Elsewhere, Recursion Pharmaceuticals is harnessing supercomputing power to generate vast experimental datasets, feeding them into AI systems to identify new cancer targets. Clinical trials for some of these AI-discovered compounds, including those for lymphoma, are already underway.
DeepMind’s Vision: Cure All Diseases?
No one is more bullish on this future than Demis Hassabis, CEO of Google DeepMind. Speaking recently, Hassabis declared:
“I think one day, maybe we can cure all disease with the help of AI. Maybe within the next decade. I don’t see why not.”
His optimism isn’t unfounded. DeepMind’s AlphaFold model has decoded over 200 million protein structures in record time — a task that previously took years for a single protein. Understanding these structures is foundational for designing precise therapies, especially for complex diseases like cancer.
The Dual-Use Dilemma: Expertise vs. Bio-Risk
Furthermore, the very power that makes AI a force for good carries a darker potential. Recent studies, shared exclusively with TIME, indicate that advanced AI models like ChatGPT and Claude now outperform Ph.d.-level virologists in complex lab problem-solving.
Whilst this could accelerate beneficial research, experts like Seth Donoughe from SecureBio express nervousness, warning that this capability could lower the barrier for non-experts to potentially design dangerous pathogens. This highlights the urgent need for robust governance and safeguards.
Leading AI labs like OpenAI and xAI have acknowledged these risks and pledged mitigations, including blocking harmful outputs and implementing specific safeguards, but the debate over industry self-regulation versus formal oversight is intensifying, with figures like Tom Inglesby from Johns Hopkins calling for a clearer policy approach.
Clinical Reality Behind AI Can Cure Diseases!
Despite the immense promise, no AI-discovered drug has been fully approved yet. However, over 18 AI-derived candidates are currently in clinical trials — a number growing rapidly. These include treatments for pulmonary fibrosis, cardiovascular disease, and several forms of cancer.
AI is also being trialled in predictive cardiology, with models developed by institutions like the U.S. National Heart, Lung, and Blood Institute. These systems aim to forecast heart disease risks and personalise treatment in ways that human clinicians alone could not.
A Future Written in Code?
From a business standpoint, the writing is on the wall — or rather, in the code. The companies that embrace AI not as an experiment but as a core operational pillar stand to redefine medicine as we know it.
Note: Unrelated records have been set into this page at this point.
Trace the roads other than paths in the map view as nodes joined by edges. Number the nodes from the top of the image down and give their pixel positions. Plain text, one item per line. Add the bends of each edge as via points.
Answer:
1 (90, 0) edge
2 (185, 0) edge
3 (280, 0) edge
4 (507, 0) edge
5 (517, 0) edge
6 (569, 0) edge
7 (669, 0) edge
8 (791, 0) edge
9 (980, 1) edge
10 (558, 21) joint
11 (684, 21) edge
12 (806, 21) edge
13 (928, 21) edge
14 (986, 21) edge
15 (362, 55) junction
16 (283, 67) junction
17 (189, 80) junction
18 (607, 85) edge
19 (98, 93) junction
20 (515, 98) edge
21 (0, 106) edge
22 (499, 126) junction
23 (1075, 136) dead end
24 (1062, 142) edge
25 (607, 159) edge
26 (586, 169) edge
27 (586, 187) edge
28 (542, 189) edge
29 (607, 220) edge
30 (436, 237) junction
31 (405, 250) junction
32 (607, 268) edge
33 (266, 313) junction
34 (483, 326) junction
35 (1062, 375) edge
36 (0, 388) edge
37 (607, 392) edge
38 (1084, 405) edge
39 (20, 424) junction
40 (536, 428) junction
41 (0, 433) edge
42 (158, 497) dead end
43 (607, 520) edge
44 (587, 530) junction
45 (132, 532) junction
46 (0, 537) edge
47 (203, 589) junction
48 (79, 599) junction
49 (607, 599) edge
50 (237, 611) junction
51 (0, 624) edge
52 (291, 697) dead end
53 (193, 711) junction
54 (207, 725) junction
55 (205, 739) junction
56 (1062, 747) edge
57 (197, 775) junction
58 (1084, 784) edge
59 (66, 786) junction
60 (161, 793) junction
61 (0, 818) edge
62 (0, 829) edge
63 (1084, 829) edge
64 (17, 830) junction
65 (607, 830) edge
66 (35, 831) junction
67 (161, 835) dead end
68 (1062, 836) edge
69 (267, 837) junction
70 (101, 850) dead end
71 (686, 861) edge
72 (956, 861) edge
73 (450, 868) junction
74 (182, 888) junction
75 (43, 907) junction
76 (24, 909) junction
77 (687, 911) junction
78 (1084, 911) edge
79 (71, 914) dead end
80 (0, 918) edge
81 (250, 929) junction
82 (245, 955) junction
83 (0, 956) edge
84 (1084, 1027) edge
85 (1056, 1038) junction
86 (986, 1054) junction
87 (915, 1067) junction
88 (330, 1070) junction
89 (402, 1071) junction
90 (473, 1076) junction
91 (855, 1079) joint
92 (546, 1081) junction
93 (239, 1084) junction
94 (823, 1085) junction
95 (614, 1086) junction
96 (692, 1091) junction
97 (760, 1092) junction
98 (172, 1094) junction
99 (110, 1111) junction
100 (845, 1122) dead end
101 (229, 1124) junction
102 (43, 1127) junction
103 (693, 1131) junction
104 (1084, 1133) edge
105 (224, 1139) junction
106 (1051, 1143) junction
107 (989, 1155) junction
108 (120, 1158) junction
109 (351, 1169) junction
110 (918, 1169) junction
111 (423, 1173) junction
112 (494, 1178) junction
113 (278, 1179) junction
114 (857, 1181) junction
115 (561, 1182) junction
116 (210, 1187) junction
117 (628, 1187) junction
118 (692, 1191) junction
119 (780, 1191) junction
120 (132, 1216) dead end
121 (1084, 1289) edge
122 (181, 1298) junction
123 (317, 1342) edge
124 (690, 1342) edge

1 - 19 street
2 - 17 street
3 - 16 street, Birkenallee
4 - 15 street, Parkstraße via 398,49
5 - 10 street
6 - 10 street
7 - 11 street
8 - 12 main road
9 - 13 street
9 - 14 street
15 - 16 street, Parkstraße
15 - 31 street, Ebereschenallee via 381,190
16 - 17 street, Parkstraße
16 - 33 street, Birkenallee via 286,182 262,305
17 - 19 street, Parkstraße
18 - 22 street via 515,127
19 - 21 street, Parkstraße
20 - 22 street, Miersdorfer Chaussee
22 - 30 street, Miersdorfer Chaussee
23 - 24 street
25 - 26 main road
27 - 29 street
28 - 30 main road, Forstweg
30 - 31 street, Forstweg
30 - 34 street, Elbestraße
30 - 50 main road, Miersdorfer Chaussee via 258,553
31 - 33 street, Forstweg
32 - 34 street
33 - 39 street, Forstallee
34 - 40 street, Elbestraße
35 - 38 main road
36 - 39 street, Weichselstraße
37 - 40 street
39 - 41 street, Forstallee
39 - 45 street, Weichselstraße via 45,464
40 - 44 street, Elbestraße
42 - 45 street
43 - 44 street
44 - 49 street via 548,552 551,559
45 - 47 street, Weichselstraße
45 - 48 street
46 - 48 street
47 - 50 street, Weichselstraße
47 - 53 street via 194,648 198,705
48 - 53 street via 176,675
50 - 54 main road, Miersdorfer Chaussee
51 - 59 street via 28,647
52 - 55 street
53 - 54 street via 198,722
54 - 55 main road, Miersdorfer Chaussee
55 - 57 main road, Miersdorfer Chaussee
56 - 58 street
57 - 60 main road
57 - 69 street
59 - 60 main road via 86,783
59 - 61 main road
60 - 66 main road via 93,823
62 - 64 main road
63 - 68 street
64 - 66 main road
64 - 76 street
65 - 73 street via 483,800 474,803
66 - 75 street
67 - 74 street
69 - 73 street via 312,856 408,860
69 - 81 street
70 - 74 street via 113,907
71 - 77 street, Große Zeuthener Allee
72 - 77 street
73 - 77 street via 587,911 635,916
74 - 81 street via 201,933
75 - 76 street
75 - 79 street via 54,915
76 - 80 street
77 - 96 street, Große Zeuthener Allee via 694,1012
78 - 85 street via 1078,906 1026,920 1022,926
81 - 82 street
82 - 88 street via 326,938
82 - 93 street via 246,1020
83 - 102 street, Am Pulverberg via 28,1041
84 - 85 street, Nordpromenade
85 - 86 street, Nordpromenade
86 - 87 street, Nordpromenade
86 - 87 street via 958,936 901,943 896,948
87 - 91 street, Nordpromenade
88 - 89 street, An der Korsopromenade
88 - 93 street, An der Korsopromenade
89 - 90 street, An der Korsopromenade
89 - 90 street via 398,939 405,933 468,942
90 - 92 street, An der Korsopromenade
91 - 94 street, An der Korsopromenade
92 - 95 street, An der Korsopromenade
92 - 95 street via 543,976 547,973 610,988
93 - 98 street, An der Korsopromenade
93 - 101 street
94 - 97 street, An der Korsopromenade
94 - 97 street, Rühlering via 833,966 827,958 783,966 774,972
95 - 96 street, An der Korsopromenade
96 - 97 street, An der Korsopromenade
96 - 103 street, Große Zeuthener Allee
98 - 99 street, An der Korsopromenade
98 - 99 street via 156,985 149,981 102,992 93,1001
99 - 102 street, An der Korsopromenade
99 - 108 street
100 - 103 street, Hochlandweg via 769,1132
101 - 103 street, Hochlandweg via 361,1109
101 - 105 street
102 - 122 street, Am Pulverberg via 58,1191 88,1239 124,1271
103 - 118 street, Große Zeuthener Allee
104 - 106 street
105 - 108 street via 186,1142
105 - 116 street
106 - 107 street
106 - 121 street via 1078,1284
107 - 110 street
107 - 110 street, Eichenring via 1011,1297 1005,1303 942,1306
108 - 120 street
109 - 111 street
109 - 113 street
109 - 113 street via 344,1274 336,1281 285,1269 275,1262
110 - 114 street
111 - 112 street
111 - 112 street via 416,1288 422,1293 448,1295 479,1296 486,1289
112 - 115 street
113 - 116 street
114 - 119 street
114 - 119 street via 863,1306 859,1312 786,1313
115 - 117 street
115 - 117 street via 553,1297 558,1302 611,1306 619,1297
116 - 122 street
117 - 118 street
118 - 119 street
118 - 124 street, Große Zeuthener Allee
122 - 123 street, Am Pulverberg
Investors are already lining up, with biotech funds shifting portfolios towards AI-native startups and big pharma acquiring AI labs at record valuations.
But perhaps most profoundly, we are witnessing the slow but steady handover of biological problem-solving from human minds to machines. And in that transition lies both our greatest hope and our greatest responsibility.
If the forecast holds true, then indeed, AI can cure diseases — and it might just do so before the decade is out.